A fine remake of the 1941 UNIVERSAL classic, THE WOLFMAN retains much of the charm of the original.
Celebrated stage actor Lawrence Talbot (the brooding BENICIO DEL TORO) is approached by Gwen Conliffe (EMILY BLUNT), the fiance of his brother Ben (SIMON MORRELLS), with the bad news that Ben is missing.
Although he has been away for many years, Lawrence decides to journey home to the Talbot Estate at Blackmoor to offer his services but finds the manor house somewhat neglected. Gwen is temporarily staying here as a guest to Sir John Talbot (SIR ANTHONY HOPKINS) and his faithful Indian manservant Singh (ART MALIK).
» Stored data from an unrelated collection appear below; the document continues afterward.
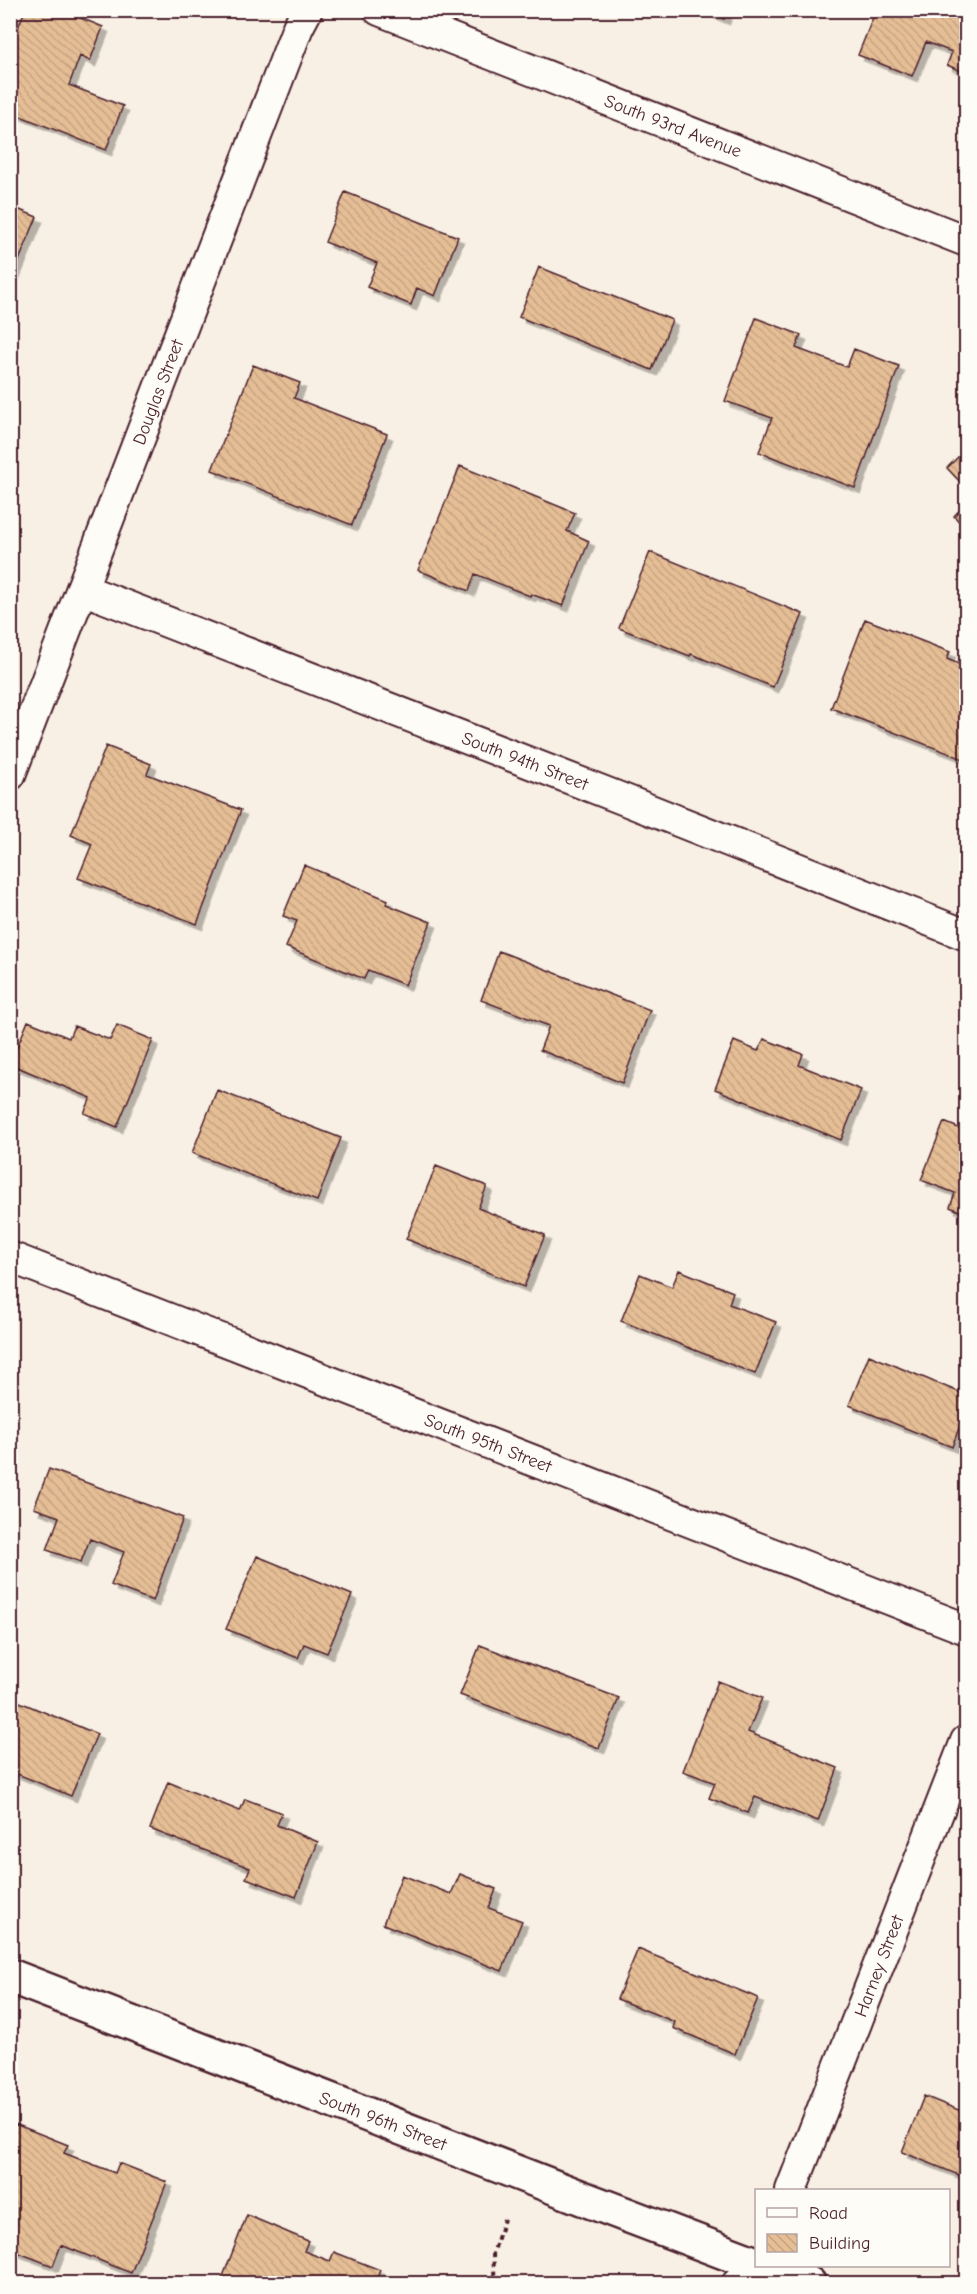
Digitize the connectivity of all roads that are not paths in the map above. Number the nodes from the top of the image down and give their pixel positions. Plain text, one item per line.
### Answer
1 (307, 10) edge
2 (379, 10) edge
3 (966, 241) edge
4 (82, 589) junction
5 (10, 775) edge
6 (966, 935) edge
7 (10, 1257) edge
8 (966, 1629) edge
9 (966, 1741) edge
10 (10, 1976) edge
11 (791, 2189) edge
12 (755, 2264) edge
13 (761, 2267) edge
14 (762, 2267) edge
15 (765, 2267) edge
16 (737, 2283) edge
17 (766, 2283) edge
18 (809, 2283) edge

1 - 4 street, Douglas Street
2 - 3 street, South 93rd Avenue
4 - 5 street, Douglas Street
4 - 6 street, South 94th Street
7 - 8 street, South 95th Street
9 - 11 street, Harney Street
10 - 12 street, South 96th Street
13 - 16 street
14 - 17 street
15 - 18 street

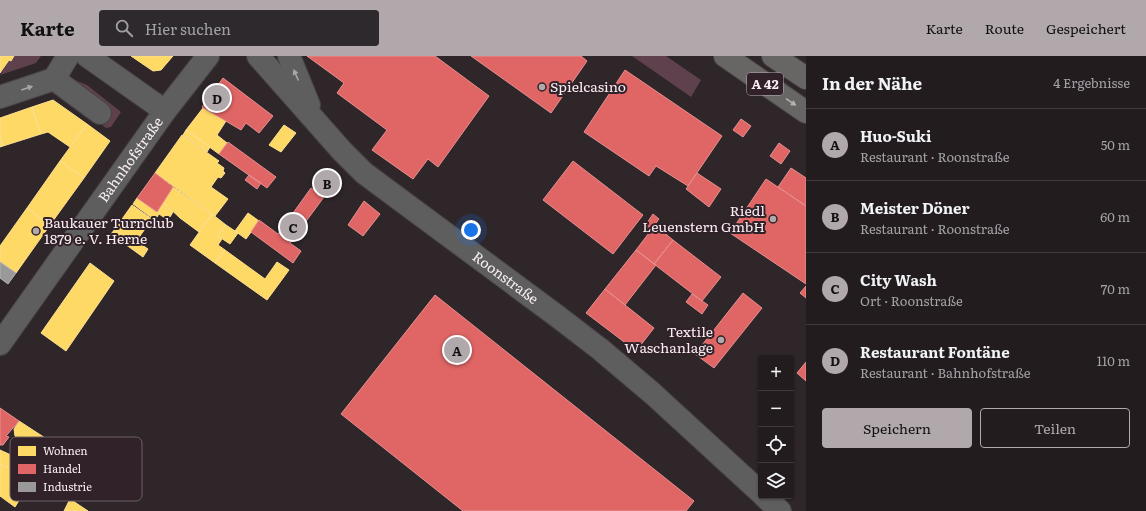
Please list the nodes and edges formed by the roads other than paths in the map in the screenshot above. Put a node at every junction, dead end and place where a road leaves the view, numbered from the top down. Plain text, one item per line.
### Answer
1 (68, 56) edge
2 (86, 56) edge
3 (208, 56) edge
4 (258, 56) edge
5 (289, 56) edge
6 (725, 56) edge
7 (773, 56) edge
8 (54, 78) junction
9 (806, 78) edge
10 (0, 97) edge
11 (165, 111) junction
12 (806, 112) edge
13 (100, 113) dead end
14 (314, 120) junction
15 (0, 344) edge
16 (758, 490) edge
17 (767, 499) edge
18 (780, 511) edge

1 - 8 street
2 - 11 street
3 - 11 street, Bahnhofstraße
4 - 14 street, Roonstraße
14 -> 5 street
6 -> 12 highway, A 42
7 - 9 highway, A 42
10 -> 8 street
8 - 13 street
11 - 15 street, Bahnhofstraße
14 - 16 street, Roonstraße
17 - 18 street

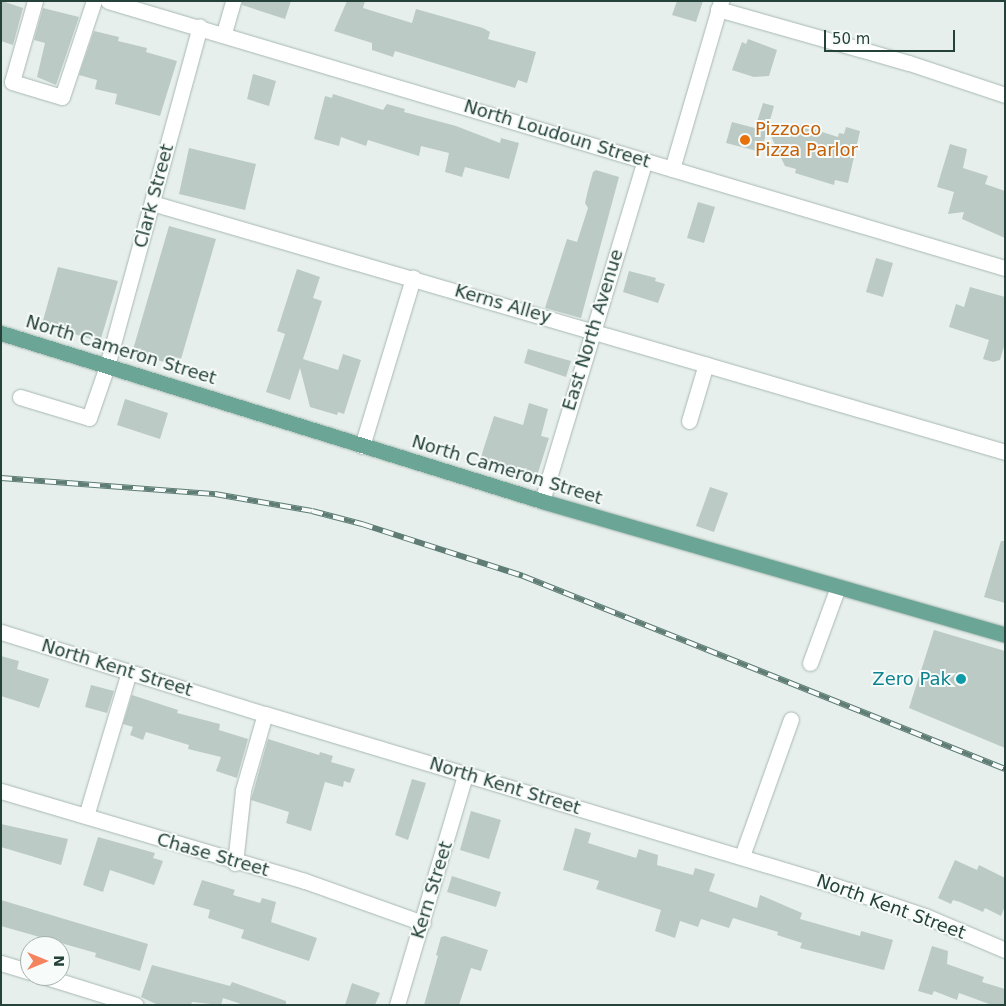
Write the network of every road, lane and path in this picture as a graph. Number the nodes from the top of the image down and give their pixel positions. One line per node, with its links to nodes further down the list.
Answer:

Sir John gravely informs Lawrence he has had a wasted trip, for Bens mutilated body has been found on the moors. The superstitious local population, including Police Inspector Nye (DAVID SCHOFIELD, an actor with previous celluloid Lycanthrope experience) and Doctor Lloyd (MICHAEL CRONIN), believe a savage animal killed Ben, perhaps the Bear kept in the local Gypsy camp, and Lawrence sets off for the settlement to find answers.
He talks to the elderly and mysterious Maleva (GERALDING CHAPLIN) but as night falls the camp is suddenly attacked by a brutal creature and Lawrence is severely wounded in the shoulder. Returned home by the Gypsies and nursed by Gwen, Lawrence soon finds to his astonishment that the bite if fully healed.
Meanwhile the growing Blackmoor mystery has gained the attention of acclaimed Scotland Yard Inspector Francis Aberline (an authorative HUGO WEAVING), who comes to investigate. He knows Lawrence was a former inmate of the Lambeth Asylum, run by Doctor Hoeneggar (SIR ANTHONY SHER in a cameo) and believes the carnage could either have been inflicted by a savage animal, the like of which no longer inhabit British shores, or perhaps a lunatic with immense strength.
Others think the Talbot family is cursed and that they undergo a horrifying transformation whenever the moon is full.
I found THE WOLFMAN an enjoyable film to watch. It is very atmospheric, from the mist shrouded moors to the smog filled streets of 1890s London, yet has a somewhat old fashioned approach which gives the film a certain appeal sadly lost on many modern horrors. Nevertheless, there is certainly something creepy about a Werewolf which is just at home running on all fours as well as on two legs.
Although this is an Extended Cut, I have admittedly never seen the cinematic version and am therefore unsure if the additional footage helps the story or not.
Sadly, as if often the case, Special Features are at a bare minimum and here we merely have 5 cut scenes running to 11 minutes. There is not even a Trailer, Making Of documentary or Commentary, but at least the film itself is worthwhile of our attention.